Cuenta Bill Veeck en sus memorias que a pesar de haber sido propietario de varios equipos de béisbol (Milwaukee Brewers, Cleveland Indians, St. Louis Browns y Chicago White Sox) a lo largo de su vida jamás vio un solo partido desde los palcos de más o menos lujo que estos acostumbran a tener en los estadios.
Bill Veeck se paseaba por el estadio. Se preocupa de que las promociones salieran bien. Hablaba con los aficionados para averiguar que era lo que les había llevado al estadio. Ayudaba a los acomodadores y a los vendedores de cerveza y perritos calientes.
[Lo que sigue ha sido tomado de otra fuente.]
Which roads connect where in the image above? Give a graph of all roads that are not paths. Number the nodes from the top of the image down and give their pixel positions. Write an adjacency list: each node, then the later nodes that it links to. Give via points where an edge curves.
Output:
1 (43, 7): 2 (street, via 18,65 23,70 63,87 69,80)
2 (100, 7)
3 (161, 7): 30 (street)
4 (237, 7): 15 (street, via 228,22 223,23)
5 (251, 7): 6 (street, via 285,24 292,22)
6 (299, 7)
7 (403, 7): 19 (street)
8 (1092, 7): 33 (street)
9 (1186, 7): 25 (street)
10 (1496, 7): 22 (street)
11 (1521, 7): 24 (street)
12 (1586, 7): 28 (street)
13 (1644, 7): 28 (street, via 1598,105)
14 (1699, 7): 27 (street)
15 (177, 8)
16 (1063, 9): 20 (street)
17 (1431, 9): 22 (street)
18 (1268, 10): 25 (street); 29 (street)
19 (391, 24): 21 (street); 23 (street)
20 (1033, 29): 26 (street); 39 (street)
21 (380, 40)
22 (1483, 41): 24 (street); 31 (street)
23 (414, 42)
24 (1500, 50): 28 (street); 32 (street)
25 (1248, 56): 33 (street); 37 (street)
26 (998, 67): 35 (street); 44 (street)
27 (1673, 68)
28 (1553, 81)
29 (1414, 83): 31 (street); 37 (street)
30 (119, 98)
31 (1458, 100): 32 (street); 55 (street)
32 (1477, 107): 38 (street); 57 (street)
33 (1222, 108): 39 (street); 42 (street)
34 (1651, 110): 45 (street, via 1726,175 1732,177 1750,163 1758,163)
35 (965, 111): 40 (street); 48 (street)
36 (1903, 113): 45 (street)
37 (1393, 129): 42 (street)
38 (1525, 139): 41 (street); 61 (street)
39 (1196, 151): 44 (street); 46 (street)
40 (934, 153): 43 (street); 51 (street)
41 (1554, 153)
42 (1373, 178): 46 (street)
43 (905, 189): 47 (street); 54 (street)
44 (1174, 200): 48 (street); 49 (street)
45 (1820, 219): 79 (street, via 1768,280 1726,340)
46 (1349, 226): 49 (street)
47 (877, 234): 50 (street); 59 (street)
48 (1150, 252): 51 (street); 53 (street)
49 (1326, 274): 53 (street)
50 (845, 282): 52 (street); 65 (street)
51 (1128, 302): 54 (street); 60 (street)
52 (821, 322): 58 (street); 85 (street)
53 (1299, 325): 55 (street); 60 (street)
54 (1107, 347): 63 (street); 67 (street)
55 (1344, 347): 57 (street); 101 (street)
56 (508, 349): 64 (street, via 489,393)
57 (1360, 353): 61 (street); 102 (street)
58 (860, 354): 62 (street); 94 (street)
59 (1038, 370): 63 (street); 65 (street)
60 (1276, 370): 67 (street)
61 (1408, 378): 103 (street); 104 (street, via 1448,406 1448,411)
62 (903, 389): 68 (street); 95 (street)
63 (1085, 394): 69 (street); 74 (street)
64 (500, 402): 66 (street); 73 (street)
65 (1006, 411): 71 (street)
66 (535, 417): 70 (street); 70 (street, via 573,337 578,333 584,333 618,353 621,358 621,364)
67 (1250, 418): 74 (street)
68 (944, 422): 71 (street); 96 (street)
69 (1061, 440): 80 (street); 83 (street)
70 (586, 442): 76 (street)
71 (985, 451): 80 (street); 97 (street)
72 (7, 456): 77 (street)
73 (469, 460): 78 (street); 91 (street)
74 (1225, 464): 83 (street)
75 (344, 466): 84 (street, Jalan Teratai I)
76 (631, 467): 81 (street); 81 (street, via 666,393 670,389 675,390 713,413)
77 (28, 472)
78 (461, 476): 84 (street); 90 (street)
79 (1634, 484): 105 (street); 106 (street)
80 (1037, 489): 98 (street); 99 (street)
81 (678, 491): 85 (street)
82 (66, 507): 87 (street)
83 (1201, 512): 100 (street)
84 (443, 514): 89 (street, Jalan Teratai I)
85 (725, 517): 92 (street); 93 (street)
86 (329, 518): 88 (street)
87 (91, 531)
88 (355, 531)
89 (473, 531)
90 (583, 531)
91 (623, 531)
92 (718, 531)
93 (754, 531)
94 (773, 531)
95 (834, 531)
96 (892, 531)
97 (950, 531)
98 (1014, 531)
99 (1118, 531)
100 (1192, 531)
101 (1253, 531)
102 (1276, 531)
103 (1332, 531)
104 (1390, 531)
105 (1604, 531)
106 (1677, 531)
Si era necesario se ponía el pantalón corto y sin darle ninguna importancia al hecho de tener una pierna amputada bajaba al campo y se ponía a regar, a pintar las líneas o a colocar las bases.
Fue un hombre de negocios. Un empresario que encontró en el béisbol un modo de ganarse la vida. Pero siempre tuvo claro que los equipos, que el alma de los mismos, pertenecen a las ciudades, a sus habitantes. Se preocupó de que sus franquicias estuvieran en sintonía con la ciudad. Reservaba una parte de las acciones para los dueños de los negocios locales, colaboraba con las instituciones y organismos de la zona y escuchaba con verdadero interés las observaciones de los aficionados.
Él era el propietario, pero sus equipos eran para los fanáticos. De hecho su gran obsesión, casi por encima de ganar las Series Mundiales, era que el estadio se llenase. Y para eso hace falta algo más que un equipo ganador. Hace falta dar espectáculo y hace falta que la ciudad sienta al equipo como suyo.
Rob Mains comentaba hace unas semanas en Baseball Prospectus que la baja asistencia a los estadios podría no ser un problemas para determinados propietarios. Argumentaba que para algunos es incluso algo muy conveniente. Un menor aforo permite recortar gastos. Menos acomodadores, menos seguridad, menos gasto en agua y electricidad…
Para aquellos grupos financieros que ven la compra de franquicias (de béisbol o de cualquier otro deporte) como meras inversiones a las que sacar la mayor rentabilidad posible en el corto plazo la baja asistencia es una gran noticia. Supone un ahorro evidente durante el tiempo de tenencia y no preocupa puesto que el único objetivo es vender el equipo. A estos grupos no les importa ni el futuro de la franquicia ni muchísimo menos el futuro del deporte en cuestión, que a la larga será el más afectado.
Vivimos en el siglo XXI. Es cierto que es posible ver cualquier espectáculo deportivo desde cualquier lugar del globo con un dispositivo que tenga acceso a Internet. Pero la magia de los estadios es irreproducible. Una de las obsesiones de los grandes clubes de la Premier League (la competición deportiva que más ingresos genera fuera del país en que tiene lugar) son los estadios. Ir a esos campos es una experiencia que enamora y que hace que el aficionado quede atrapado por el equipo, la competición y el deporte. Esto también lo han entendido las ligas americanas. Todas ellas están llevando partidos a otros países para cautivar al aficionado.
Resulta curioso que mientras que la MLB como organización este destinando una gran cantidad de recursos a la promoción del deporte tanto dentro como fuera de los Estados Unidos se permita a cuatro empresaurios meter el hocico en el pastel con el único interés de sacar tajada.
El béisbol es un negocio multimillonario en el que unos tíos muy ricos se pasean con un palo y un guante mientras nosotros, unos pobres curritos, soltamos la pasta. Pero lo mismo un día nos cansamos. Lo mismo nos cansamos de los equipos que tankean, de los precios desorbitados de las entradas y la comida y del pobre espectáculo que supone ver un partido. Por eso hace falta gente que como Bill Veeck comprenda que el béisbol no es para hacer negocio, sino que es un negocio en sí.